Sonic Gestalt
The Sonic Gestalt
Gestalt theory talks about how we perceive things in our world, and how our brains tend to group a bunch of little things into one large thing if they are somehow related to one another. Music is no different. Accoustical cues in sound work together to create distinct events called a "Sonic Gestalt".
What is a Musical Note?
Notes are just that... notes. Instructions for a performer to interpret and turn into musical sound. A human performer will take these notes and turn them into physical gestures applied towards an instrument (including the voice). Sounds emit from the instrument and float through the air. But are these the same notes that were written down? And what about what happens these "notes" flying through the air go into the eardrums of an audience member listening to the music? When those get processed by their brain, is it still a "note"?
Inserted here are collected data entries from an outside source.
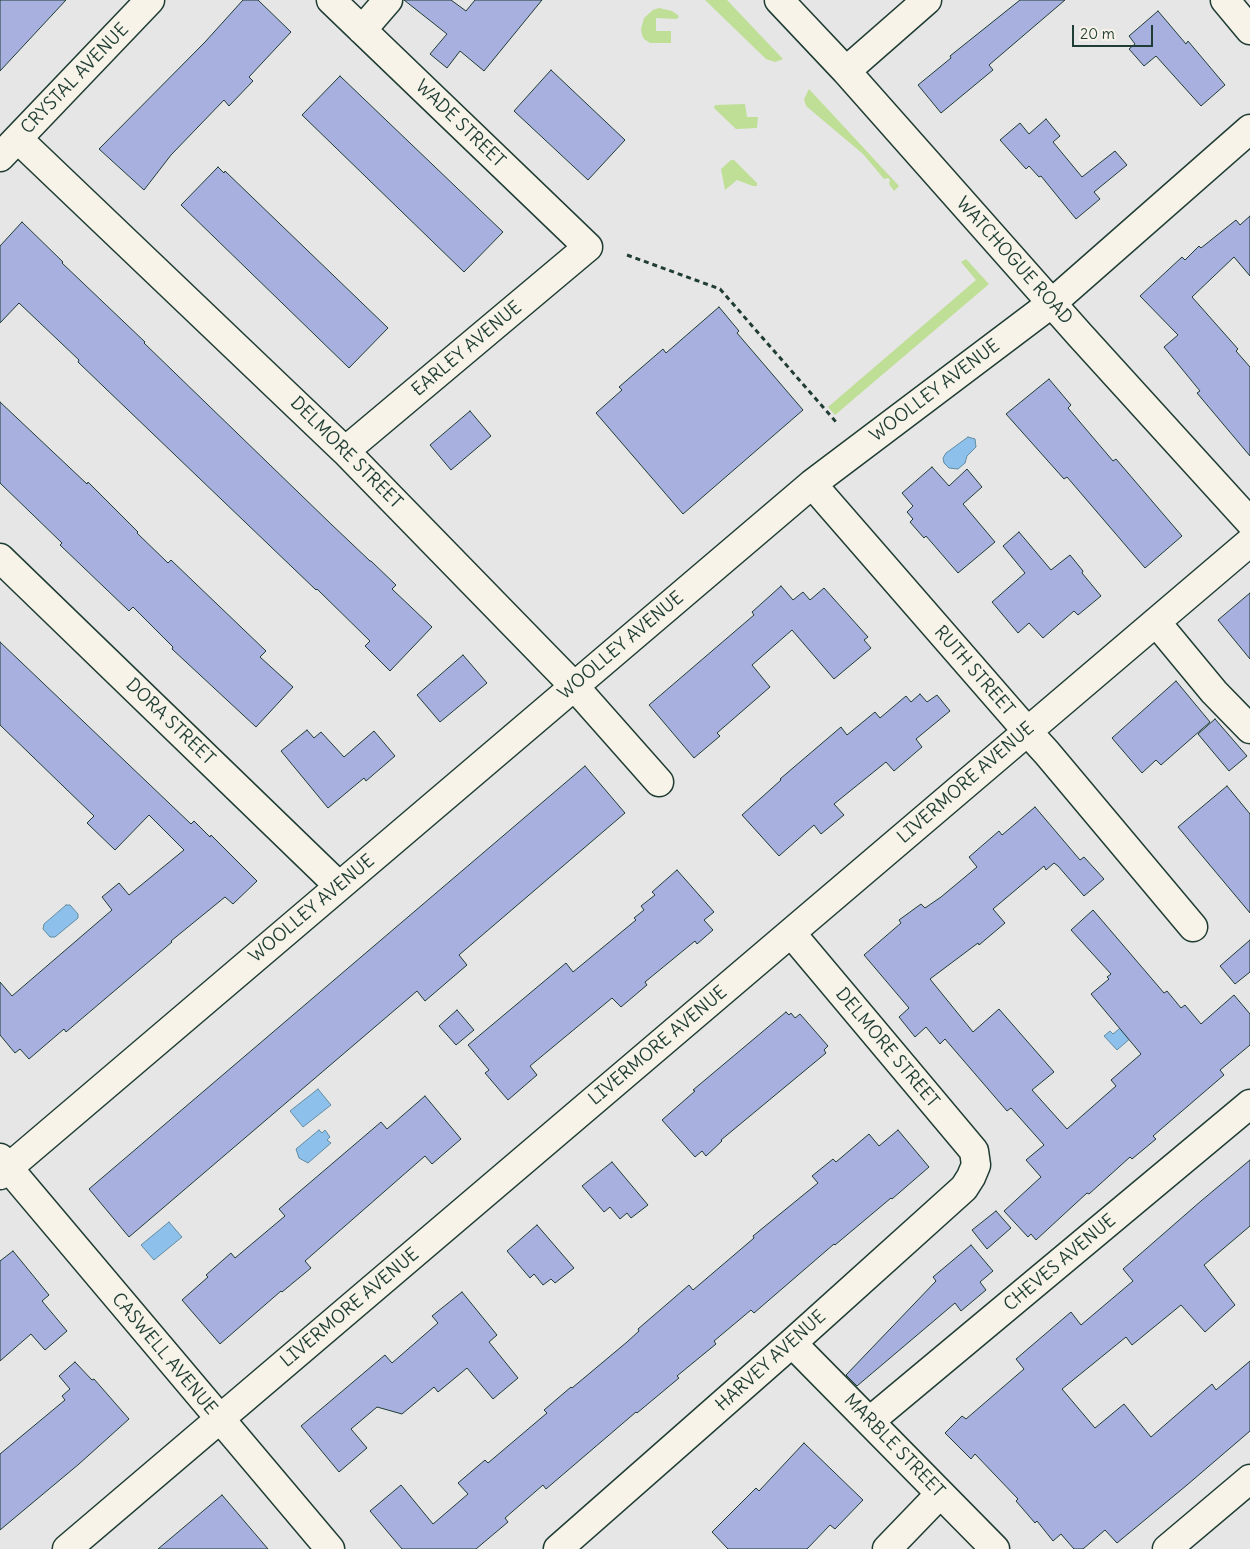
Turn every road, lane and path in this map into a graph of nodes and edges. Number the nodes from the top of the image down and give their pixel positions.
1 (150, 0) edge
2 (331, 0) edge
3 (388, 0) edge
4 (779, 0) edge
5 (927, 0) edge
6 (1225, 0) edge
7 (362, 30) junction
8 (1250, 30) edge
9 (846, 71) junction
10 (1250, 129) edge
11 (9, 148) edge
12 (588, 247) joint
13 (627, 255) dead end
14 (1052, 303) junction
15 (836, 422) dead end
16 (345, 451) junction
17 (812, 484) junction
18 (1247, 514) edge
19 (1250, 542) edge
20 (0, 558) edge
21 (1156, 622) junction
22 (574, 686) junction
23 (1250, 729) edge
24 (1027, 731) junction
25 (658, 782) dead end
26 (339, 886) junction
27 (1193, 927) dead end
28 (791, 933) junction
29 (1250, 1104) edge
30 (976, 1165) joint
31 (3, 1167) edge
32 (792, 1343) junction
33 (219, 1419) junction
34 (870, 1421) junction
35 (1250, 1478) edge
36 (940, 1494) junction
37 (66, 1549) edge
38 (330, 1549) edge
39 (558, 1549) edge
40 (887, 1549) edge
41 (995, 1549) edge
42 (1167, 1549) edge

1 - 11 street, CRYSTAL AVENUE
2 - 7 street, WADE STREET
3 - 7 street
4 - 9 street, WATCHOGUE ROAD
5 - 9 street
6 - 8 street
7 - 12 street, WADE STREET
9 - 14 street, WATCHOGUE ROAD
10 - 14 street, WOOLLEY AVENUE
11 - 16 street, DELMORE STREET
12 - 16 street, EARLEY AVENUE
13 - 15 path
14 - 17 street, WOOLLEY AVENUE
14 - 18 street, WATCHOGUE ROAD
16 - 22 street, DELMORE STREET
17 - 22 street, WOOLLEY AVENUE
17 - 24 street, RUTH STREET
19 - 21 street, LIVERMORE AVENUE
20 - 26 street, DORA STREET
21 - 23 street
21 - 24 street, LIVERMORE AVENUE
22 - 25 street, DELMORE STREET
22 - 26 street, WOOLLEY AVENUE
24 - 27 street, RUTH STREET
24 - 28 street, LIVERMORE AVENUE
26 - 31 street, WOOLLEY AVENUE
28 - 30 street, DELMORE STREET
28 - 33 street, LIVERMORE AVENUE
29 - 34 street, CHEVES AVENUE
30 - 32 street, HARVEY AVENUE
31 - 33 street, CASWELL AVENUE
32 - 34 street, MARBLE STREET
32 - 39 street, HARVEY AVENUE
33 - 37 street, LIVERMORE AVENUE
33 - 38 street, CASWELL AVENUE
34 - 36 street, MARBLE STREET
35 - 42 street
36 - 40 street
36 - 41 street, MARBLE STREET

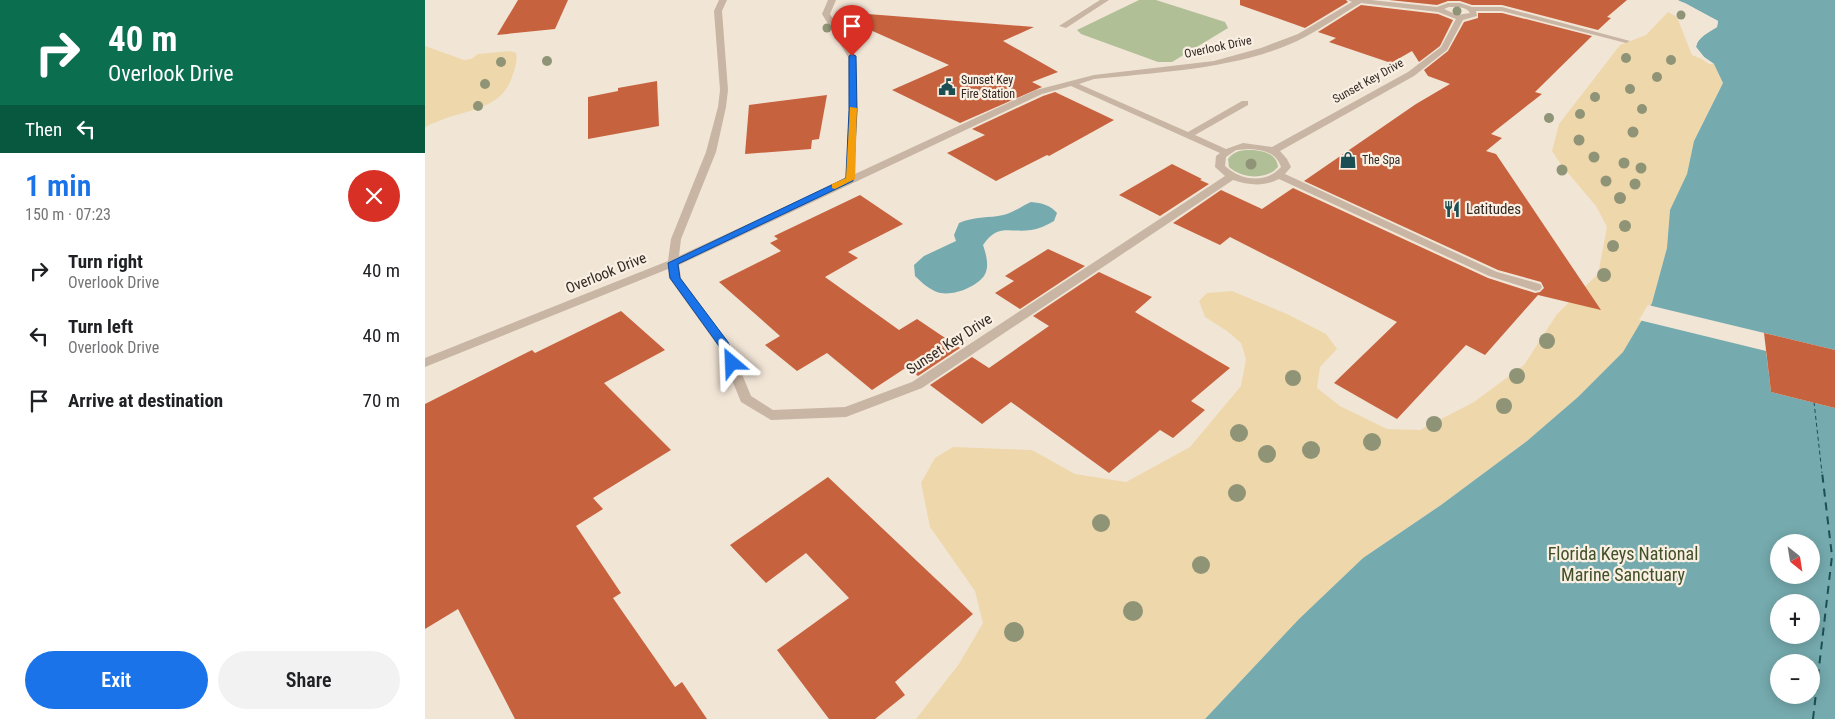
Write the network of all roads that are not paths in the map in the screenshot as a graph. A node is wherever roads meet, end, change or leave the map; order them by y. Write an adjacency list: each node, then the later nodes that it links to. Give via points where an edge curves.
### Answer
1 (723, 0): 18 (lane, Sunset Key Drive, via 718,11 724,90 722,107 711,152 676,239)
2 (832, 0): 17 (lane, via 826,14 852,56)
3 (1105, 0): 8 (lane)
4 (1355, 1): 6 (lane); 10 (lane, Overlook Drive, via 1301,36 1264,50 1214,63 1094,77)
5 (1471, 9): 6 (lane, via 1448,5); 7 (lane, via 1474,14); 9 (lane, via 1502,9)
6 (1440, 10): 7 (lane)
7 (1460, 18): 13 (lane, Sunset Key Drive, via 1444,48 1411,74)
8 (1063, 26)
9 (1626, 41)
10 (1071, 83): 12 (lane); 17 (lane, Overlook Drive, via 1039,92)
11 (1245, 103): 12 (lane)
12 (1188, 135): 14 (lane)
13 (1273, 151): 14 (lane, via 1243,146); 15 (lane, via 1285,162 1286,167)
14 (1226, 152): 16 (lane, via 1221,156 1220,167)
15 (1279, 175): 16 (lane, via 1263,181); 19 (lane, via 1493,274)
16 (1232, 176): 18 (lane, Sunset Key Drive, via 917,385 846,412 771,415 746,399 724,345 675,278)
17 (850, 179): 18 (lane, Overlook Drive)
18 (673, 263): 20 (lane, Overlook Drive)
19 (1536, 287)
20 (425, 363)

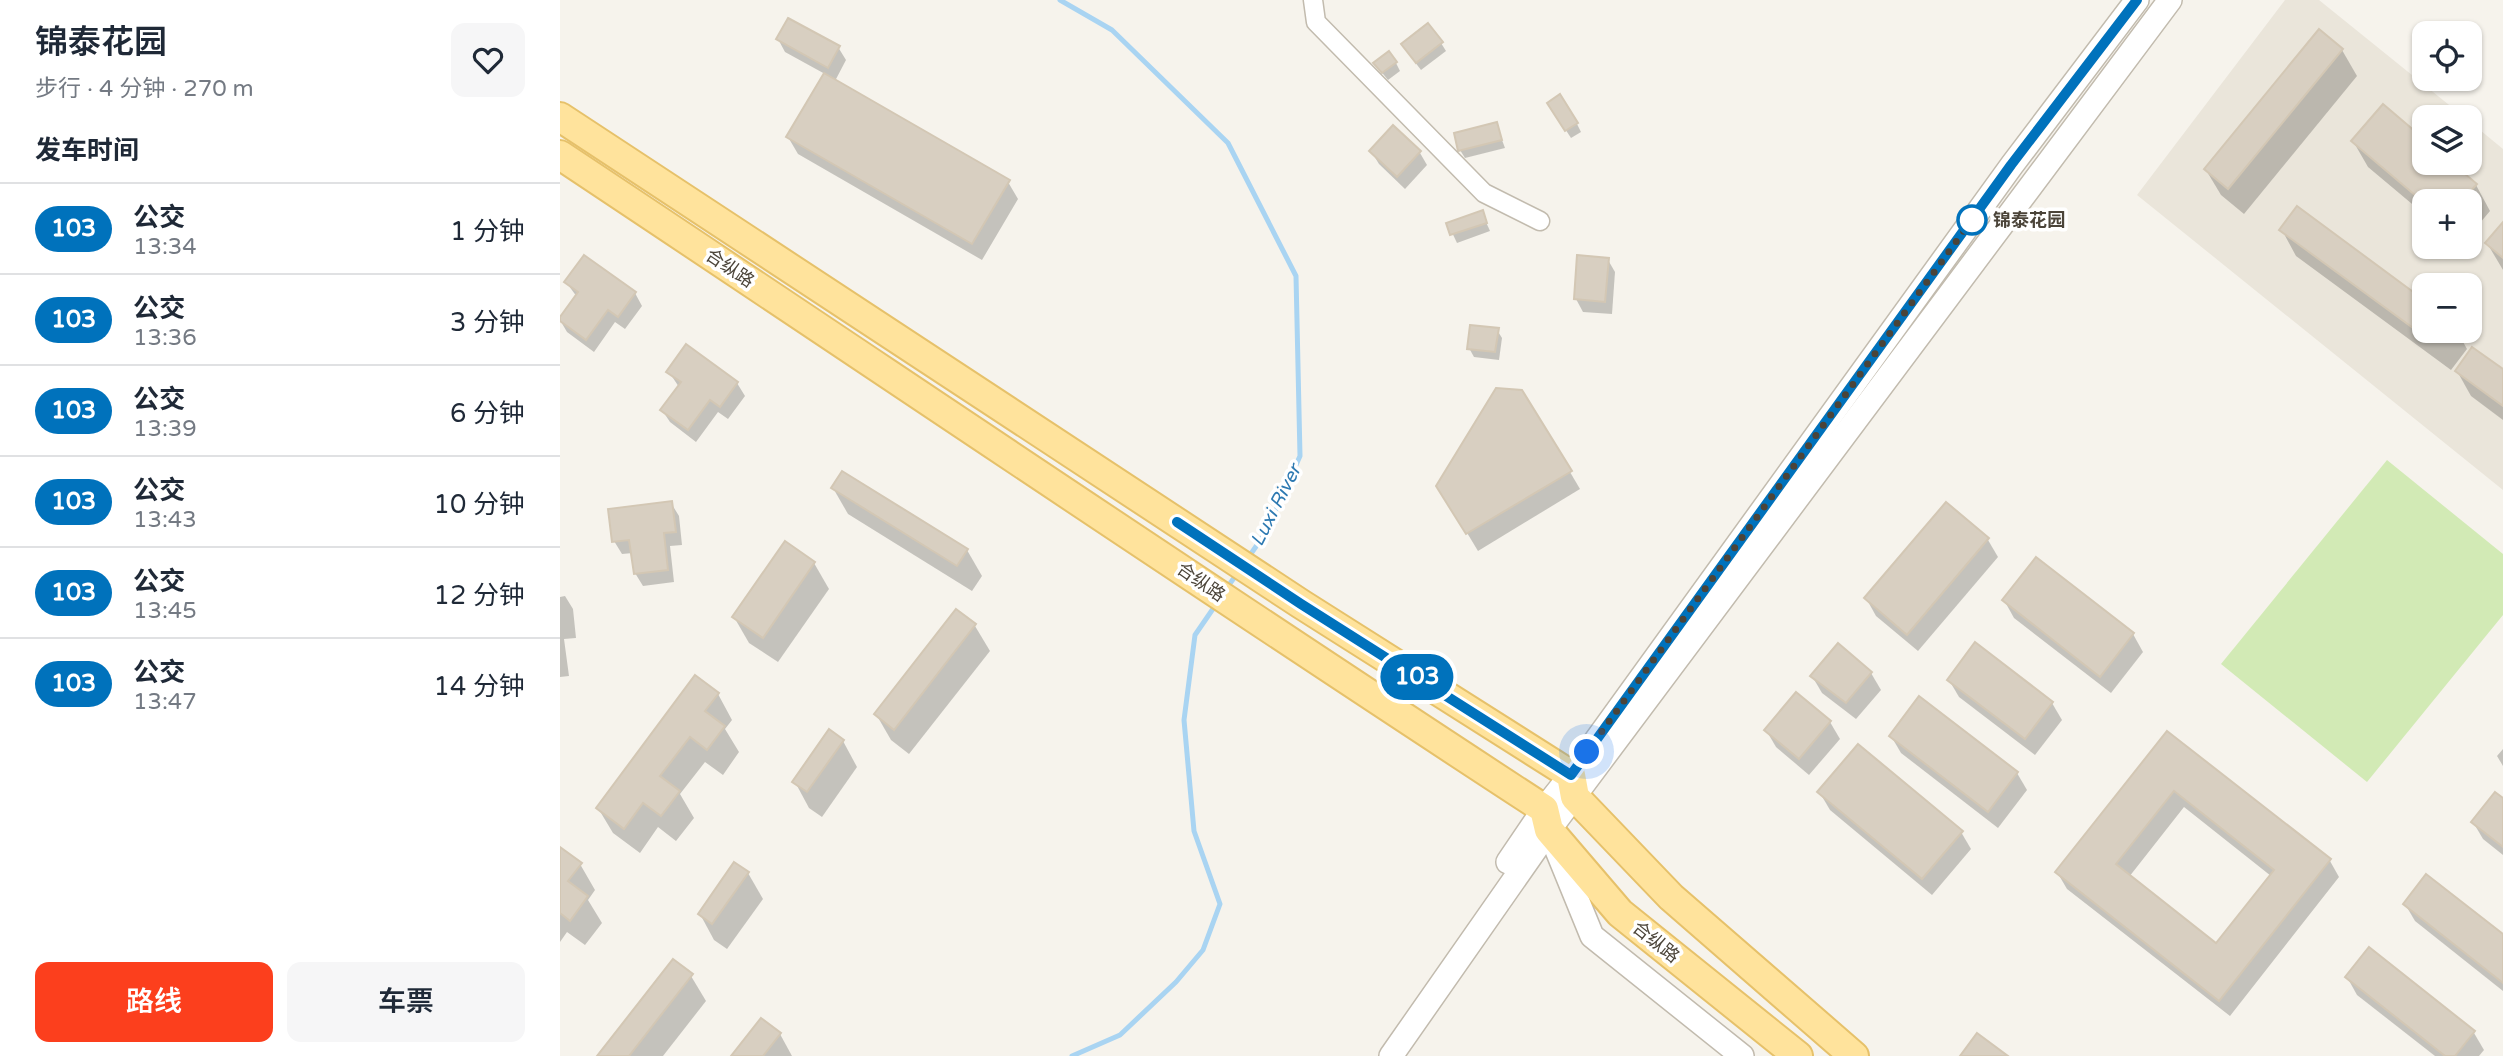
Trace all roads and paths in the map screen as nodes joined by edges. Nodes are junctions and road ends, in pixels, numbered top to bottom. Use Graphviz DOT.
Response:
graph roads {
  1 [pos="1313,0"];
  2 [pos="2137,0"];
  3 [pos="2170,0"];
  4 [pos="560,117"];
  5 [pos="560,155"];
  6 [pos="1540,221"];
  7 [pos="1573,786"];
  8 [pos="1547,820"];
  9 [pos="1372,1056"];
  10 [pos="1391,1056"];
  11 [pos="1742,1056"];
  12 [pos="1798,1056"];
  13 [pos="1854,1056"];
  1 -- 6 [label="street"];
  2 -- 7 [label="street"];
  3 -- 7 [label="street"];
  4 -- 7 [label="main road, 合纵路"];
  5 -- 8 [label="main road, 合纵路"];
  7 -- 8 [label="street"];
  7 -- 13 [label="main road"];
  8 -- 9 [label="street"];
  8 -- 10 [label="street"];
  8 -- 11 [label="street"];
  8 -- 12 [label="main road, 合纵路"];
}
Notes are notation, not sounds
It's very important to realize that there's a big different between a written down "note" and a performed "note". In my highschool English class, when we studied things like poetry or Shakespeare, they always emphasized speaking them aloud, as there was a world of difference between the text and the performance. The same holds true for music.
When I say this, I am of course speaking to my fellow computer musicians who make use of "notes" in their work. Many tools in our various music software ecosystems tend to be quite literal with their use of notes to represent musical sound. Often the musical structures that occur from this end up being highly discrete in nature, with notes lacking any context for what comes before or after it. While decent results can be achieved using these kind of structures for percussive instruments like piano and drums, they will produce very stiff results for lyrical instruments such as the human voice or violin.
Notes are a convenient way to structure music, and come in handy when we want to analyze certain kinds of music. But notes by themselves are not a full representation music. You cannot take the rules from a music theory class, throw them into some magic music box program, and expect compelling music to come out the other end. These structures are missing important elements related to performance, such as interpretation and phrasing. A generative system that doesn't take these into account is going to produce dead music.
At the end of the day, the particular notes you choose to perform don't really matter much, it's how you perform them that matters.
Implicit Notes with Sonic Gestalts and Gesture
Let's bring this back to Sonic Gestalts, and the musician interpretting notes and making musical sound.
A musical performance is continuous in nature. By the time it starts, there are no more discrete notes, just movements with intention (gesture), and pretty sound waves propagating through air. But the notes are still there, in some way. That's how we can do things like transcribe the Miles Davis solo in "Kind of Blue".
Music Perception has often been compared to Speech and Language. Somehow, something in our brain is able to take in musical sound and break it down into chunks, in a similar way that we break speech up into words. It does some kind of feature extraction using distinct accoustical cues embedded in the sound (things like pitch, amplitude, timbre, etc). Something that gets registered as a "note", is a combination of these cues moving in the right way. We can say that a note is implicitely constructed from a combination of these cues. This will be called a Sonic Gestalt.
Sonic Gestalts add a level of detail to the musical "note" structure, and come in handy when creating procedurally generated performances of lyrical sound. The core idea is to use Gestalts to shape a sound that can be perceived as a note. Once that system is put in place, only then can a note abstraction emerge.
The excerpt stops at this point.